You are viewing a plain text version of this content. The canonical link for it is here.

Posted to user@spark.apache.org by Steve Lindemann <sr...@gmail.com> on 2015/07/05 23:47:26 UTC

efficiently accessing partition data for datasets in S3 with SparkSQL

I'm trying to use SparkSQL to efficiently query structured data from
datasets in S3. The data is naturally partitioned by date, so I've laid it
out in S3 as follows:

s3://bucket/dataset/dt=2015-07-05/
s3://bucket/dataset/dt=2015-07-04/
s3://bucket/dataset/dt=2015-07-03/
etc.

In each directory, data for the given date would be written as Parquet
(although that's not a hard requirement if there's a more efficient way to
do it). I have data going back a couple of decades, so we're looking at
thousands of partitions. In each partition, the day's data is anywhere from
100MB to 5GB.

Most queries only use data from one to five partitions (i.e., they filter
on the partition column very tightly). Ideally, I would like my queries to
run quickly in this case, ignoring data in irrelevant partitions and only
accessing data in the required partitions. However, early tests seem to
show Spark reading Parquet metadata for all files in the dataset, even
those excluded by a predicate filter (and pruned by DataSourceStrategy).

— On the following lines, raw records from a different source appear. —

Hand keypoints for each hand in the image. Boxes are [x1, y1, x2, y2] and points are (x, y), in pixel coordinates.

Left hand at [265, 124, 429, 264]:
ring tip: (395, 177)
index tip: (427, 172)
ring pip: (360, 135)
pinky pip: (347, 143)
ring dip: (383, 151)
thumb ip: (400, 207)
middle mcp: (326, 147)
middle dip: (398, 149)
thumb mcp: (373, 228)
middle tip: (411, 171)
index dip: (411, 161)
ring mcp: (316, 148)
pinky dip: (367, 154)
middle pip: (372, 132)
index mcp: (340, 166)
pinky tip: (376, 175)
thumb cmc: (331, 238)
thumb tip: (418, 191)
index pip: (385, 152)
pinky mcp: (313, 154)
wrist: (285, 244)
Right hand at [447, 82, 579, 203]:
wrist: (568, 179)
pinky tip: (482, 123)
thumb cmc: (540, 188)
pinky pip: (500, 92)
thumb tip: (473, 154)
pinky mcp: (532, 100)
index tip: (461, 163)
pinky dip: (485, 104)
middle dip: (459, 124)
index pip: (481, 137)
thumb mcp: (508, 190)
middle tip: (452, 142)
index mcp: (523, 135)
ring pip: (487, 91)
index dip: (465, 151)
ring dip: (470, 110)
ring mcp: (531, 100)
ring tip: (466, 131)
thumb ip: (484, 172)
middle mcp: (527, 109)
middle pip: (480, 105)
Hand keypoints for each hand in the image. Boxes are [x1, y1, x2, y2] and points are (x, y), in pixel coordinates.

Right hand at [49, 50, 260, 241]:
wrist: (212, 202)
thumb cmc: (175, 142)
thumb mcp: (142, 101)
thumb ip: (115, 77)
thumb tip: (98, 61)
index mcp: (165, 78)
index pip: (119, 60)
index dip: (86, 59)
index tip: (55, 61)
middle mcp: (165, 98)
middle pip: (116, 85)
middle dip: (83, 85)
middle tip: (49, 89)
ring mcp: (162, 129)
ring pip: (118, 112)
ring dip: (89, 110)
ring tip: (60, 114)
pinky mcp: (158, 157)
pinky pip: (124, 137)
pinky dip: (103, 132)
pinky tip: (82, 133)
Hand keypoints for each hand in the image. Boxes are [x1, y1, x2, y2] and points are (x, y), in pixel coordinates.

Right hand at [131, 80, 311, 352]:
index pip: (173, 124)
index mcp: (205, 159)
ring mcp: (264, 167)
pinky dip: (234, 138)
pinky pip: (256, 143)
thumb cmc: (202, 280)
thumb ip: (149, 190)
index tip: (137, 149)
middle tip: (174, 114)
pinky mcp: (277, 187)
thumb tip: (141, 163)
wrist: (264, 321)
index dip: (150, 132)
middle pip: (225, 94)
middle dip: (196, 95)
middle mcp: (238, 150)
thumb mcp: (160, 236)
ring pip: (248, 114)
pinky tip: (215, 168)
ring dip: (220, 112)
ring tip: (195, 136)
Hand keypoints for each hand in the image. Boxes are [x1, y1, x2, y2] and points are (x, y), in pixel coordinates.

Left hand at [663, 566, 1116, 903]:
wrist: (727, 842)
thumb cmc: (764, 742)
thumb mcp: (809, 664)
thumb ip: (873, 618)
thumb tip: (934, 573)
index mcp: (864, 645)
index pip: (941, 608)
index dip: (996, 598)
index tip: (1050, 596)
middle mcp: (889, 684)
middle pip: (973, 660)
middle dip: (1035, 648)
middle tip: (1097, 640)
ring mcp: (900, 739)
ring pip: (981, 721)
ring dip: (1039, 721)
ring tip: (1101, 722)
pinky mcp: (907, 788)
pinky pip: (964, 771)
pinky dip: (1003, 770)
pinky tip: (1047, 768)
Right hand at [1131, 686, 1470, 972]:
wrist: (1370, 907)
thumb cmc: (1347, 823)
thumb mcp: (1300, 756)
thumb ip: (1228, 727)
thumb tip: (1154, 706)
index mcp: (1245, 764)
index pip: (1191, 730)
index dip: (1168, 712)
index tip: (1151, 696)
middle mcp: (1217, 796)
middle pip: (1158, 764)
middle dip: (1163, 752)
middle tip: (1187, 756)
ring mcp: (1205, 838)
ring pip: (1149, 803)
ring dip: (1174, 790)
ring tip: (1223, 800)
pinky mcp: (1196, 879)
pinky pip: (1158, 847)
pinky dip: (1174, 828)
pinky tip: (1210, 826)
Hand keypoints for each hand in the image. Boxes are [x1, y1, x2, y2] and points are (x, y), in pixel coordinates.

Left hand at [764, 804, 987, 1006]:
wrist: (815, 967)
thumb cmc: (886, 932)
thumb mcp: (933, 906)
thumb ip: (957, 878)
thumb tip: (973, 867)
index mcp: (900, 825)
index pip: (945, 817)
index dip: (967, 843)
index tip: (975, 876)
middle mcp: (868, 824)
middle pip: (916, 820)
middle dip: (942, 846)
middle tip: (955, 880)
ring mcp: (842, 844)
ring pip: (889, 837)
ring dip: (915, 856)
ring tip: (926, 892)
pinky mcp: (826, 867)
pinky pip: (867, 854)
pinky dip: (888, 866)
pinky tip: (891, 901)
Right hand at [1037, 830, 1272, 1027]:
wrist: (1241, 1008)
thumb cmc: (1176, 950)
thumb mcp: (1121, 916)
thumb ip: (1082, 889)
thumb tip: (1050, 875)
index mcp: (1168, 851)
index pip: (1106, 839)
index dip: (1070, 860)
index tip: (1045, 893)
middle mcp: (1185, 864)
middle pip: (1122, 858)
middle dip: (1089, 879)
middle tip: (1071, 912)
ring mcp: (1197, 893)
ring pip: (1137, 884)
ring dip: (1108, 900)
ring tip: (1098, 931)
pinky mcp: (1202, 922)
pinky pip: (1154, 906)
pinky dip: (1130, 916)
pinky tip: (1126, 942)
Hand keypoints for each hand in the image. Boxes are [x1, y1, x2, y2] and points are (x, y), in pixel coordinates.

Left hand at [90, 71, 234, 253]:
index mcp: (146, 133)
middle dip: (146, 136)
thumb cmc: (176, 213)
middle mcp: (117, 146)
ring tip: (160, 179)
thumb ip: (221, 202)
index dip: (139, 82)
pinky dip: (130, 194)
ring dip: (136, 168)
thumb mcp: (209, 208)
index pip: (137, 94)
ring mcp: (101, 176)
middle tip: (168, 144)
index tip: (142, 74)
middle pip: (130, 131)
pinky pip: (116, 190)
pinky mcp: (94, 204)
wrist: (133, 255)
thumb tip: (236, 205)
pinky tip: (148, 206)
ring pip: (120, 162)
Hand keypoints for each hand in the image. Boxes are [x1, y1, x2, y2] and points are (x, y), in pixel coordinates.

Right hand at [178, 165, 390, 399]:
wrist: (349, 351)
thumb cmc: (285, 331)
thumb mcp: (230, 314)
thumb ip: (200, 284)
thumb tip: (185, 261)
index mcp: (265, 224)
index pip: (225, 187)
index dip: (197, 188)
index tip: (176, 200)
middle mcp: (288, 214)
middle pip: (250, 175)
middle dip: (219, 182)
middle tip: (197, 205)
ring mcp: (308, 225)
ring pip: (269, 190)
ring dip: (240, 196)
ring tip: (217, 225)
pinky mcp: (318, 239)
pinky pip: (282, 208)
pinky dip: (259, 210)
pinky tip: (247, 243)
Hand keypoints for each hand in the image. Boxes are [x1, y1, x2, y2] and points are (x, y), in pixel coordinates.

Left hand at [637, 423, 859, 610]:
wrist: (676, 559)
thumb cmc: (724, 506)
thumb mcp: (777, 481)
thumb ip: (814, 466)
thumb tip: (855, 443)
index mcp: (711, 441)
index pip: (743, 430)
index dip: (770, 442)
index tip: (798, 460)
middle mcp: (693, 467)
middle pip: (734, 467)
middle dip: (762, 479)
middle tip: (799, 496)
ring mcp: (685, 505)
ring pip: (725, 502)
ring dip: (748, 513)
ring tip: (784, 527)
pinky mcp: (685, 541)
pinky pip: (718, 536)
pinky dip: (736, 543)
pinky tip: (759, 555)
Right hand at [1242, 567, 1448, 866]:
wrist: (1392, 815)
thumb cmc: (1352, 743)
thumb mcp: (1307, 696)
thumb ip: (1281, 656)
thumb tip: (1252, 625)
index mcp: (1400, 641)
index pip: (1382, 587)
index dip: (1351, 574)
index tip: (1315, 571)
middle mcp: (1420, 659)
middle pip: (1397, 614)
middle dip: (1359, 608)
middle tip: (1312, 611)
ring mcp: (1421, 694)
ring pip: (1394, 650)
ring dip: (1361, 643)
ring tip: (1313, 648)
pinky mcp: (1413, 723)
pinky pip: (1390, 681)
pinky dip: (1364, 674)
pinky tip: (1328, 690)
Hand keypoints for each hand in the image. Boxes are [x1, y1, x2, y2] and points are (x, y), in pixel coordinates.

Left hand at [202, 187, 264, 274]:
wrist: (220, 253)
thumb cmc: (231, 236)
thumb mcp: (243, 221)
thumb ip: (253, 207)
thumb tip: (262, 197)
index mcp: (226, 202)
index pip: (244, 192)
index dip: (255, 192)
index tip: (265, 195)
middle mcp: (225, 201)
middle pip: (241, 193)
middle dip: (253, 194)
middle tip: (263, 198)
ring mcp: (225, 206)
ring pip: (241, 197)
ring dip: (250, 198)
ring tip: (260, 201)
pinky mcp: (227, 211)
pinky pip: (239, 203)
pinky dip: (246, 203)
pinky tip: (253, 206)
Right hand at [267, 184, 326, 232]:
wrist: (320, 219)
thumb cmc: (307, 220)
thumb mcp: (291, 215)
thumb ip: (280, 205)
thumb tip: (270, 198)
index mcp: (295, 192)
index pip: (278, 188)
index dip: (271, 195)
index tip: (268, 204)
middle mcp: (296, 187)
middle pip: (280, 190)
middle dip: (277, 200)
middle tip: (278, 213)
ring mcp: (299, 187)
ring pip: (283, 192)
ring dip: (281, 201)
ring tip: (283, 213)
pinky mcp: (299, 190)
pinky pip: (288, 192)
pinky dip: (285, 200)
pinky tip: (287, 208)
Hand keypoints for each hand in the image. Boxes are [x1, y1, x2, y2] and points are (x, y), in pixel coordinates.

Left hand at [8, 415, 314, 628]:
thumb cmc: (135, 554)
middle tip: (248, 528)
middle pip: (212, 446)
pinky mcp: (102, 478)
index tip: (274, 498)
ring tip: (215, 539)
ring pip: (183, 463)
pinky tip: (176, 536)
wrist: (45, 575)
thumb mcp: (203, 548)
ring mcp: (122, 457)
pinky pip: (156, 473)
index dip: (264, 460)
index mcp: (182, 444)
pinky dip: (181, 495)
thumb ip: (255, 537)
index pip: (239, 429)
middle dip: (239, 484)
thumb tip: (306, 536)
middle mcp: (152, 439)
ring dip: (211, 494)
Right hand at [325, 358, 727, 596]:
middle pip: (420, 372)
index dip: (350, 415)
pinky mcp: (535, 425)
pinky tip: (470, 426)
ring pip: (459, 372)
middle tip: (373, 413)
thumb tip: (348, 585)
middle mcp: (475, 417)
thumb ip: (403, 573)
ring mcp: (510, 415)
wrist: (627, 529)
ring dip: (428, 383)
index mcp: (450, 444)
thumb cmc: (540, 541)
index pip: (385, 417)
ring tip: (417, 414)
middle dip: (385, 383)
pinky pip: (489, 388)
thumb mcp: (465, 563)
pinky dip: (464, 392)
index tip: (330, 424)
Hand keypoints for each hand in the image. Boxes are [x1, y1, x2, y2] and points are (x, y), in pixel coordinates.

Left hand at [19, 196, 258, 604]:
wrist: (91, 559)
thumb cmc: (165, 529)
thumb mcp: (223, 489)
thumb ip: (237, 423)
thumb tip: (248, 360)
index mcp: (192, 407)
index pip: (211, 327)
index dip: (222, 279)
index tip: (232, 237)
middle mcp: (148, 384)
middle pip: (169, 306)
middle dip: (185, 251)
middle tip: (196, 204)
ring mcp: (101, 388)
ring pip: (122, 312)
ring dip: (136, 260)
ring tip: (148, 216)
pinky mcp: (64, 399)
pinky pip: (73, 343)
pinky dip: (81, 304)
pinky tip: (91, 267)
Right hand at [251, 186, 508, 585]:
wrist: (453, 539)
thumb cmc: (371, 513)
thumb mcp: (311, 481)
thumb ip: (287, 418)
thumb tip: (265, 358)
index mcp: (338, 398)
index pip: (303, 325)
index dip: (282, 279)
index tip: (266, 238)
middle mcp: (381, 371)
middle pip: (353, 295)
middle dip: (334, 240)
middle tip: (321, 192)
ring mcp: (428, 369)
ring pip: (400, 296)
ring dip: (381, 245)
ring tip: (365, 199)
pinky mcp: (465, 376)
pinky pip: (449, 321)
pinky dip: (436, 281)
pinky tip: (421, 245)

The result of this is that a query that should take about a second or two,
spends a minute or more reading metadata for irrelevant partitions before
extracting the data of interest. This greatly limits my ability to use the
system, since a very common use case to run a script, download query data
into a file, and return (now, running the script takes 1m instead of 2-3s).

Am I missing something here? It feels to me like this is something that
should be easy, but I'm not finding it to be. Can anyone suggest why this
might be happening? Am I approaching this problem the wrong way?

Thanks for your help.